There has been some discussion with my students over the years since we practiced with Imai soke of Niten Ichiryu and he introduced a hasso position to us that seemed to be much different than what we were taught. It was not of course, but it was modified to create a very specific mental attitude. Our usual stance can be described if you assume hasso with your feet together (not touching but shoulder width, shizentai). Now adjust the elbows so that the forearms are parallel to the floor. This puts the index finger near your right ear. Tell you what, stick your right thumb in your ear. You will now see that the left hand is the same height as the mouth, which is where the right hand usually is. The bokuto is not at 45 degrees, don’t try or you’ll wrench your wrists.
This is our hasso. Now take that position and drive your hands back along the line of the bokuto toward the tip, bring the elbows together and wring the wrists until the left hand is by your ear, where the right hand was. At the same time as you do this, raise your chest and tighten your stomach. Have you done it? What does it feel like?

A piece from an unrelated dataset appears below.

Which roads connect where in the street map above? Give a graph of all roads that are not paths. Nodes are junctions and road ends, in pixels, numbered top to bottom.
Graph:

If you have done it correctly you have, first, moved part way through the cut and stopped at a different place from hasso, more toward furi kaburi. In fact you are at the point where the tip begins moving toward the target. Secondly, you have raised your center of balance, your focus in your body, and your adrenaline levels considerably. More simply put, you have become much more aggressive. Your posture has changed your mental state.
When we first practiced in this way I was working with my long time friend Jeff Broderick who was visiting from Japan. After several times through the kata “hasso hidari” I managed to make quite hefty contact with the side of Jeff’s head. The control of my swing was gone due to the adrenalin rush, and so was my concern. I really and truly didn’t care that I had just clocked him.

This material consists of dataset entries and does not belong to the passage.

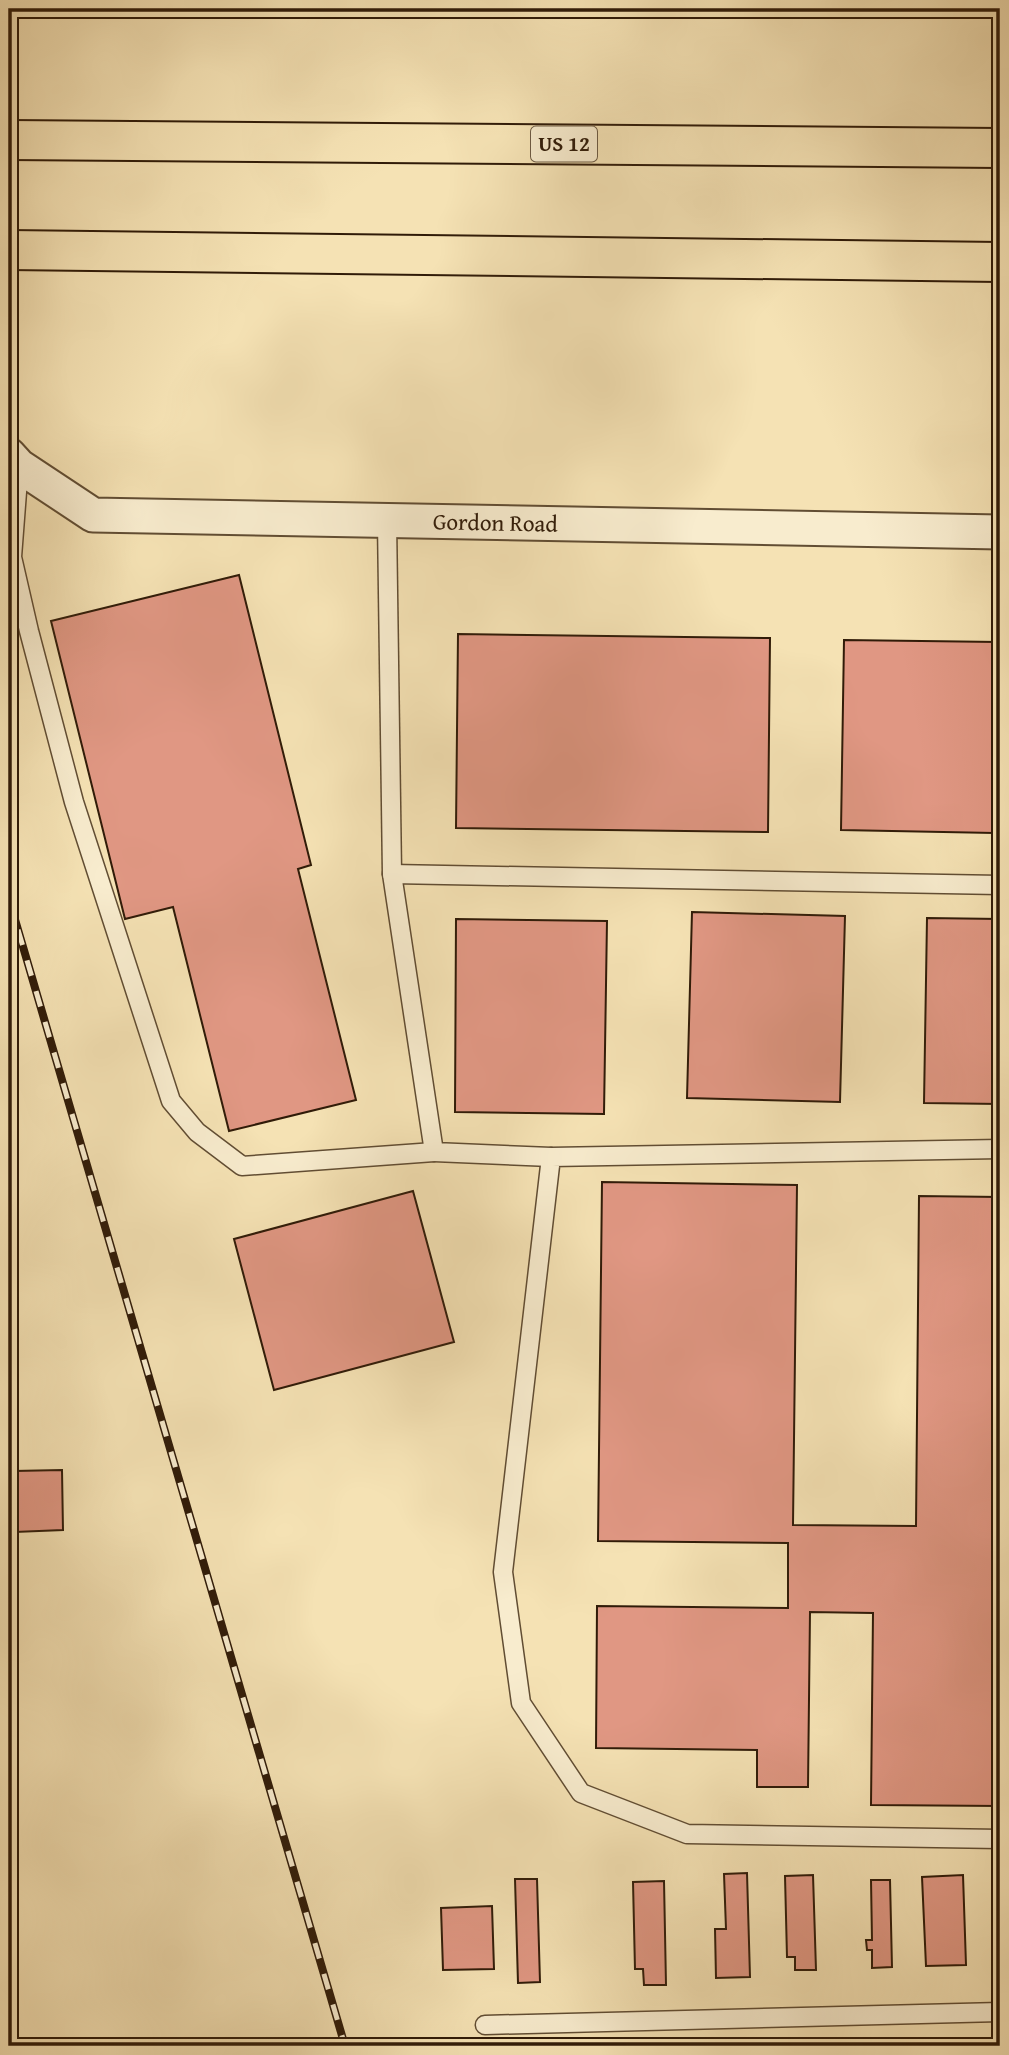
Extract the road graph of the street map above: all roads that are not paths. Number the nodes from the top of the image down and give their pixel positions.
1 (9, 140) edge
2 (1000, 148) edge
3 (9, 250) edge
4 (792, 260) junction
5 (1000, 262) edge
6 (1000, 280) edge
7 (12, 465) edge
8 (387, 521) junction
9 (1000, 532) edge
10 (392, 874) junction
11 (1000, 885) edge
12 (1000, 1149) edge
13 (434, 1152) junction
14 (551, 1157) junction
15 (1000, 1839) edge
16 (1000, 2012) edge
17 (485, 2025) dead end

1 - 2 highway, US 12
3 - 4 highway
4 - 5 highway
4 - 6 highway
7 - 8 street, Gordon Road
7 - 13 lane
8 - 9 street, Gordon Road
8 - 10 lane
10 - 11 lane
10 - 13 lane
12 - 14 lane
13 - 14 lane
14 - 15 lane
16 - 17 lane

Why had Imai soke changed the kamae? To make a lively and dynamic embu I suspect, in fact, Colin Watkin sensei has mentioned that at an embu soke might lean over to him and say “I’m going to try and kill you”.

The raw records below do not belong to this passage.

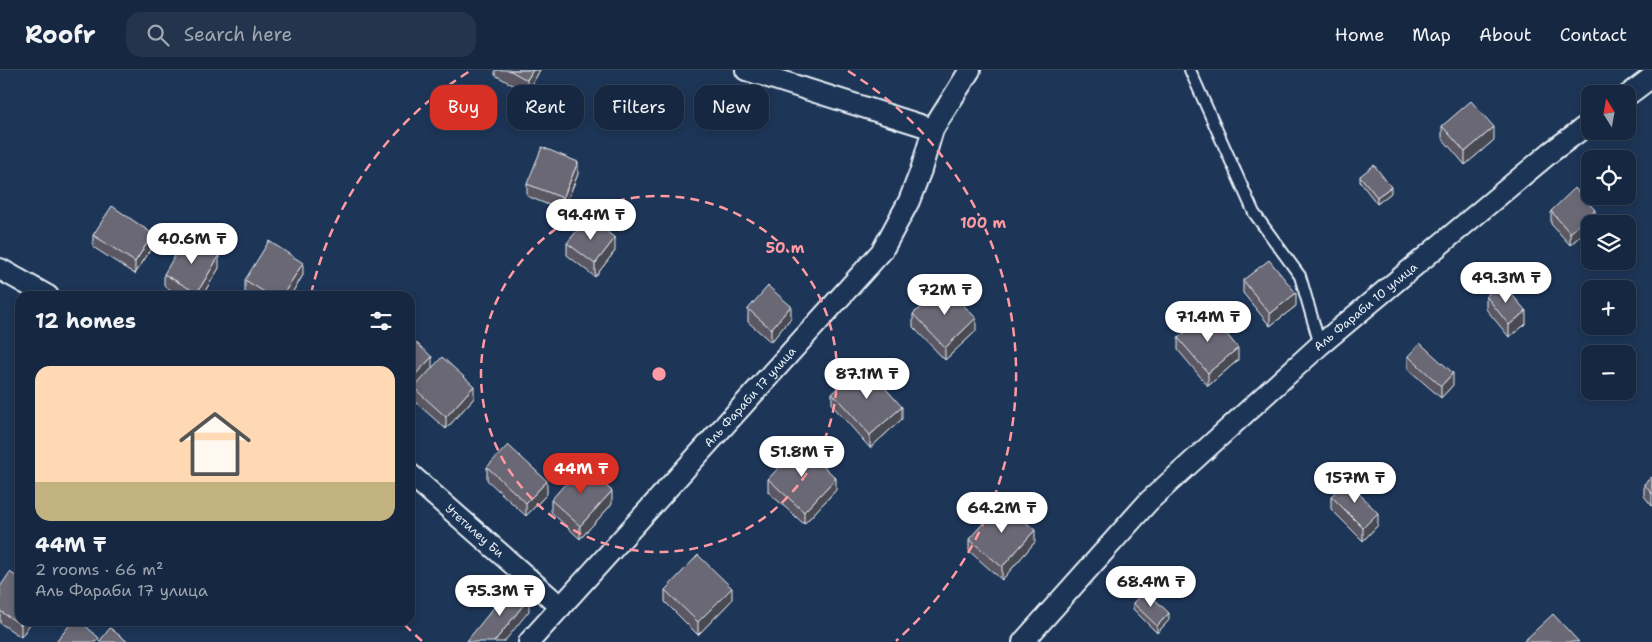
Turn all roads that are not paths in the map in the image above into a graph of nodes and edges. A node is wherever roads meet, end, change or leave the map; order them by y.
1 (746, 70) edge
2 (970, 70) edge
3 (1190, 70) edge
4 (1652, 77) edge
5 (1636, 89) edge
6 (933, 129) junction
7 (1581, 130) edge
8 (0, 269) edge
9 (39, 291) edge
10 (1320, 345) junction
11 (415, 478) edge
12 (561, 607) junction
13 (528, 642) edge
14 (1023, 642) edge

1 - 6 street
2 - 6 street, Аль Фараби 17 улица
3 - 10 lane
4 - 5 street
6 - 12 street, Аль Фараби 17 улица
7 - 10 street, Аль Фараби 10 улица
8 - 9 street
10 - 14 street, Аль Фараби 10 улица
11 - 12 street, Утетилеу Би
12 - 13 street, Аль Фараби 17 улица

Musashi speaks several times of making the body big, of squaring up to the opponent so that he is covered completely. This is part of the mental warfare that happens in a duel and Musashi was a master of that. Nobody likes to face a larger opponent so squaring up will help to disturb your opponent’s mind. Is this a rule? A law? No, of course not. When you strike your opponent with your shoulder you will pivot 90 degrees like a swinging door and drive through his chest. When you strike you will also drop into koshimi, a stance that turns the hips to the side for stability and power. To stay square is to use only the shoulders and arms to strike, you must move the hips to use them.
The final statement is often overlooked or misunderstood but it is very important. Musashi says that we must make our everyday posture our fighting posture and vice versa. This does not mean that we ought to slouch around off balance and inattentive while we’re trying to fight. Our everyday posture is quite possibly garbage, so statements from our sensei like “natural style” or “shizentai” should be understood correctly. Once one figures out or is taught what a correct posture is, one should practice it constantly until it becomes our everyday posture. Then they will be the same.
Now this must mean that we are not trying to move around the office in our special ninja-walking style or standing in some sort of creakingly-low horse stance. You need to go half way so that your combat stances are functional in real life. Musashi did not approve of special ways of walking or complex stances. By making your everyday posture the same as your fighting posture he is following the proverbial middle way but more important than that, he is half way to fighting, even before the fight starts.
Beside that, standing as Musashi tells you to stand is a lot more healthy than slouching. And now that we know that sitting for any length of time will kill us, no matter what sort of exercise we get otherwise we have no choice but to stand.